[Stored items]
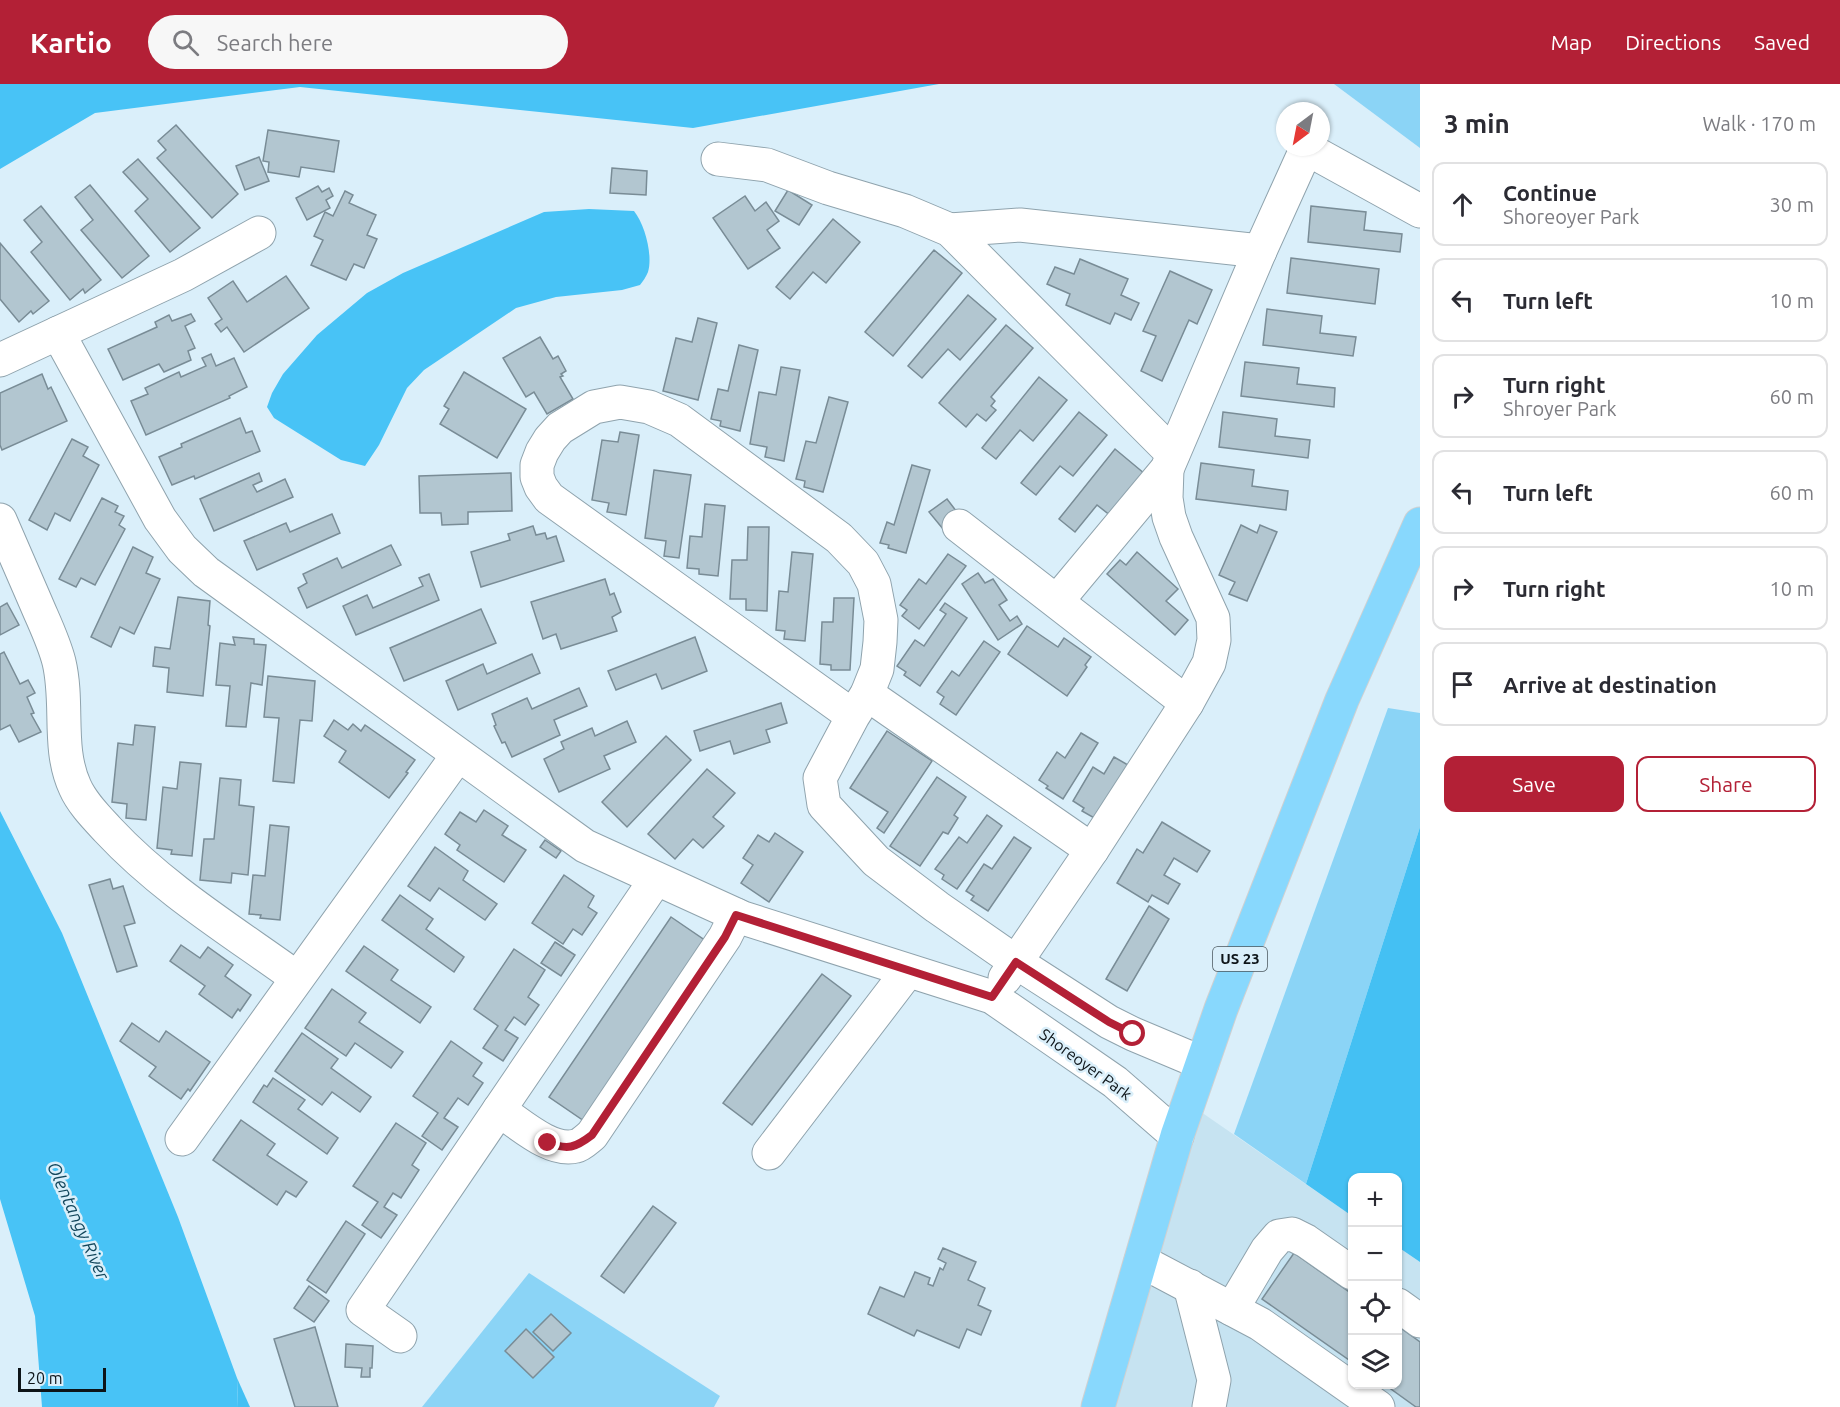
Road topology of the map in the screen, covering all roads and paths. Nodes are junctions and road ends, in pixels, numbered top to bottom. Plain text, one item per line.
1 (718, 159) dead end
2 (1420, 211) edge
3 (950, 230) junction
4 (259, 233) dead end
5 (1260, 251) junction
6 (58, 333) junction
7 (0, 360) edge
8 (1170, 462) junction
9 (0, 520) edge
10 (1420, 524) edge
11 (959, 526) dead end
12 (1057, 601) junction
13 (1187, 703) junction
14 (860, 705) junction
15 (458, 755) junction
16 (1092, 850) junction
17 (656, 879) junction
18 (736, 915) junction
19 (1016, 962) junction
20 (908, 970) junction
21 (297, 978) junction
22 (992, 997) junction
23 (1202, 1063) junction
24 (499, 1110) junction
25 (1177, 1136) junction
26 (182, 1139) dead end
27 (769, 1153) dead end
28 (1141, 1261) junction
29 (1348, 1270) edge
30 (1190, 1286) junction
31 (1402, 1308) edge
32 (1232, 1309) junction
33 (1420, 1321) edge
34 (400, 1336) dead end
35 (1098, 1407) edge
36 (1209, 1407) edge
37 (1378, 1407) edge

1 - 3 street
2 - 5 street
3 - 5 street
3 - 8 street
4 - 6 street
5 - 8 street
6 - 7 street
6 - 15 street, Shoreoyer Park
8 - 12 street
8 - 13 street
9 - 21 street
10 - 23 highway, US 23
11 - 12 street
12 - 13 street
13 - 16 street
14 - 14 street
14 - 16 street
14 - 19 street
15 - 17 street, Shoreoyer Park
15 - 21 street
16 - 19 street
17 - 18 street, Shoreoyer Park
17 - 24 street
18 - 20 street, Shoreoyer Park
18 - 24 street
19 - 22 street
19 - 23 street
20 - 22 street, Shoreoyer Park
20 - 27 street
21 - 26 street
22 - 25 street, Shoreoyer Park
23 - 25 highway, US 23
24 - 34 street
25 - 28 highway, US 23
28 - 30 street
28 - 35 highway, US 23
29 - 32 street
30 - 32 street
30 - 36 street
31 - 33 street
32 - 37 street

Exercise: Return all the records exactly, excluding images.

Written response:
Road topology of the map in the screen, covering all roads and paths. Nodes are junctions and road ends, in pixels, numbered top to bottom. Plain text, one item per line.
1 (718, 159) dead end
2 (1420, 211) edge
3 (950, 230) junction
4 (259, 233) dead end
5 (1260, 251) junction
6 (58, 333) junction
7 (0, 360) edge
8 (1170, 462) junction
9 (0, 520) edge
10 (1420, 524) edge
11 (959, 526) dead end
12 (1057, 601) junction
13 (1187, 703) junction
14 (860, 705) junction
15 (458, 755) junction
16 (1092, 850) junction
17 (656, 879) junction
18 (736, 915) junction
19 (1016, 962) junction
20 (908, 970) junction
21 (297, 978) junction
22 (992, 997) junction
23 (1202, 1063) junction
24 (499, 1110) junction
25 (1177, 1136) junction
26 (182, 1139) dead end
27 (769, 1153) dead end
28 (1141, 1261) junction
29 (1348, 1270) edge
30 (1190, 1286) junction
31 (1402, 1308) edge
32 (1232, 1309) junction
33 (1420, 1321) edge
34 (400, 1336) dead end
35 (1098, 1407) edge
36 (1209, 1407) edge
37 (1378, 1407) edge

1 - 3 street
2 - 5 street
3 - 5 street
3 - 8 street
4 - 6 street
5 - 8 street
6 - 7 street
6 - 15 street, Shoreoyer Park
8 - 12 street
8 - 13 street
9 - 21 street
10 - 23 highway, US 23
11 - 12 street
12 - 13 street
13 - 16 street
14 - 14 street
14 - 16 street
14 - 19 street
15 - 17 street, Shoreoyer Park
15 - 21 street
16 - 19 street
17 - 18 street, Shoreoyer Park
17 - 24 street
18 - 20 street, Shoreoyer Park
18 - 24 street
19 - 22 street
19 - 23 street
20 - 22 street, Shoreoyer Park
20 - 27 street
21 - 26 street
22 - 25 street, Shoreoyer Park
23 - 25 highway, US 23
24 - 34 street
25 - 28 highway, US 23
28 - 30 street
28 - 35 highway, US 23
29 - 32 street
30 - 32 street
30 - 36 street
31 - 33 street
32 - 37 street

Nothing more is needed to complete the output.